Todo lo cual, pone de relieve que la acusación en esta alzada no ha justificado la insuficiencia o la falta de racionalidad en la motivación fáctica, ni el apartamiento manifiesto de las máximas de experiencia, ni la omisión de todo razonamiento sobre alguna o algunas de las pruebas practicadas que pudieran tener relevancia. Más bien, lo que ha resultado acreditado es la solvencia, racionalidad y la lógica valorativa llevada a cabo en la instancia al explicar y motivar como entra en juego el in dubio pro reo y en consecuencia se mantiene la vigencia de la presunción iuris tantum de inocencia, cuya verdad interina no se ha logrado desvirtuar. Por consiguiente, no cabe otra cosa que mantener en esta alzada el pronunciamiento absolutorio recurrido.
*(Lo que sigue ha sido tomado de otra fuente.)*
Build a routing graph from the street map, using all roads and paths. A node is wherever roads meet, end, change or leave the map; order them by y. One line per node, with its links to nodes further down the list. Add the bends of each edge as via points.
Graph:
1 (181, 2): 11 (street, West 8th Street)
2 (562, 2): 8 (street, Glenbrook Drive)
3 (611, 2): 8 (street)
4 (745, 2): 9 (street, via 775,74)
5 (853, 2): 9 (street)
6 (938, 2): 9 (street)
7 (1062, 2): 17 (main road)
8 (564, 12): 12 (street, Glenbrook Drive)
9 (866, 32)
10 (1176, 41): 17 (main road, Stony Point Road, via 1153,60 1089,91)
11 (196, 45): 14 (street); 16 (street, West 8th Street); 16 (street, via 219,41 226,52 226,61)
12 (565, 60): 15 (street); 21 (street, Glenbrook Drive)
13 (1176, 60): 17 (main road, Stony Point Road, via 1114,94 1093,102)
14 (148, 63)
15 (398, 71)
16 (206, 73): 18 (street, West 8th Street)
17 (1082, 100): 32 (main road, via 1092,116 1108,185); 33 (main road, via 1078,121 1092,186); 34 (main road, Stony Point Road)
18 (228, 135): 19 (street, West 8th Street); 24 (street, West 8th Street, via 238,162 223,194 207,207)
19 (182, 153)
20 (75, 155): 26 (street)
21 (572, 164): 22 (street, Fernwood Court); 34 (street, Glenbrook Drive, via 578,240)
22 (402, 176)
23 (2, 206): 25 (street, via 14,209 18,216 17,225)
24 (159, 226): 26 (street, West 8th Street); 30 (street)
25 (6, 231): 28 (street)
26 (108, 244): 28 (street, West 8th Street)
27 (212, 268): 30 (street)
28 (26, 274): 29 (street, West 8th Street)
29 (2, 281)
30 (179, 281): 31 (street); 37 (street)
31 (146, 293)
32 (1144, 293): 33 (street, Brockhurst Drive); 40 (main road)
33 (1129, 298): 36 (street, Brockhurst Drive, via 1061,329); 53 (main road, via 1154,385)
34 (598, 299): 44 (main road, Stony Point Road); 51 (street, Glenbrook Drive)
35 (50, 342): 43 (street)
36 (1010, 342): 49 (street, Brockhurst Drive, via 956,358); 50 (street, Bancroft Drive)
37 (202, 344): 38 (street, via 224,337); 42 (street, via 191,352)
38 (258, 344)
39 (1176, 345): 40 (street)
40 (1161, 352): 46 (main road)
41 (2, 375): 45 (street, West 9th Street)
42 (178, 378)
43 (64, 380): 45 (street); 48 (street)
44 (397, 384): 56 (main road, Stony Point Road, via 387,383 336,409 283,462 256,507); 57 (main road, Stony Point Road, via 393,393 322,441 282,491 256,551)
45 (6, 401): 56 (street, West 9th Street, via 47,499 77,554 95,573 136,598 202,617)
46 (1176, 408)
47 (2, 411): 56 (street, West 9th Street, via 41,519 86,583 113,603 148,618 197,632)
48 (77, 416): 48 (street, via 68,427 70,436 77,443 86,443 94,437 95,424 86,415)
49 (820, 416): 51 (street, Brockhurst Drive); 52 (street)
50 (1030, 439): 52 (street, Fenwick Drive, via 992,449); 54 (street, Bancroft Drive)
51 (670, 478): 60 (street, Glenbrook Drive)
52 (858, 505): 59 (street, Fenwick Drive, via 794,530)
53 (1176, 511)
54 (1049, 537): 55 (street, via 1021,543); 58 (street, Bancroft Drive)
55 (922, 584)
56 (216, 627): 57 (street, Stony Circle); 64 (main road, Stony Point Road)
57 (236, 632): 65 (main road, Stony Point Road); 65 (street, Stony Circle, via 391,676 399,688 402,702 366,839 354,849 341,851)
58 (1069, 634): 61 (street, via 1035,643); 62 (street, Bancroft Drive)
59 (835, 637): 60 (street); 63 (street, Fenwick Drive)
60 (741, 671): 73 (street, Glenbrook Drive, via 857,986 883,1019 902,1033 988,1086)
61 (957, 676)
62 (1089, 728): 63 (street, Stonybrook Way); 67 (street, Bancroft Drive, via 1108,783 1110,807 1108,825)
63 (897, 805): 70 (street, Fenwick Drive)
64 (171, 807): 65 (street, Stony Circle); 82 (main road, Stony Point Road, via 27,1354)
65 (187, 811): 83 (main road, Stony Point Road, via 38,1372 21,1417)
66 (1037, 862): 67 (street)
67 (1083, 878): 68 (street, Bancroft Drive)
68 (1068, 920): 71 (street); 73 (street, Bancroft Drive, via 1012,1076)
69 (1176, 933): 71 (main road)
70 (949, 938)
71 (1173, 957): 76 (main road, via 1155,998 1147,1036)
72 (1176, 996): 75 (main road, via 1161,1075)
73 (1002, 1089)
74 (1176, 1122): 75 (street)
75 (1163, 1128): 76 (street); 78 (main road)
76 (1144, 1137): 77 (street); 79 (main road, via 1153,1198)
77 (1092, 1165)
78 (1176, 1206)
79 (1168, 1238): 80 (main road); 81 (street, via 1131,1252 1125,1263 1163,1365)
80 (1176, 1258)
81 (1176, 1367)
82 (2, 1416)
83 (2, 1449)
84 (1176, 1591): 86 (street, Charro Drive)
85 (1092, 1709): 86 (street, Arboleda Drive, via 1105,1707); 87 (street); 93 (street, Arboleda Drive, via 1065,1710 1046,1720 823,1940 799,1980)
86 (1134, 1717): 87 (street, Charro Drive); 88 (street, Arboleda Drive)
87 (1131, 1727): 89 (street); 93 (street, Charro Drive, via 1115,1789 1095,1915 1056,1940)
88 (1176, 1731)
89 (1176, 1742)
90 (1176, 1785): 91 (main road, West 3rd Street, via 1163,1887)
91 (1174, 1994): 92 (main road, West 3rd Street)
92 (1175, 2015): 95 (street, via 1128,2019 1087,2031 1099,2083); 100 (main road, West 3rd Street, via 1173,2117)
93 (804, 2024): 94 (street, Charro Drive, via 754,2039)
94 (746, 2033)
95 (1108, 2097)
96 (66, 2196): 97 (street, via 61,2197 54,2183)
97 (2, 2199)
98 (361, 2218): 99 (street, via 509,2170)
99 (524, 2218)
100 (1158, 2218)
QUINTO.- Lo expuesto conduce a la desestimación del recurso, debiendo imponer las costas que se hubieren causado en esta alzada a la parte apelante dada la improsperabilidad de sus argumentos impugnatorios.

Vistos los artículos citados y demás de pertinente y general aplicación, por la autoridad que nos confiere la Constitución Española,

Fallo

SE DESESTIMA el recurso de apelación interpuesto contra la sentencia del Juzgado de lo Penal número Uno de los de Arrecife de fecha 21 de Septiembre de 2017 a que se contrae el presente Rollo, que confirmamos en todos sus extremos, con imposición de las costas procesales a la parte apelante.

Así por esta nuestra sentencia, contra la que no cabe recurso de casación, la pronunciamos, mandamos y firmamos.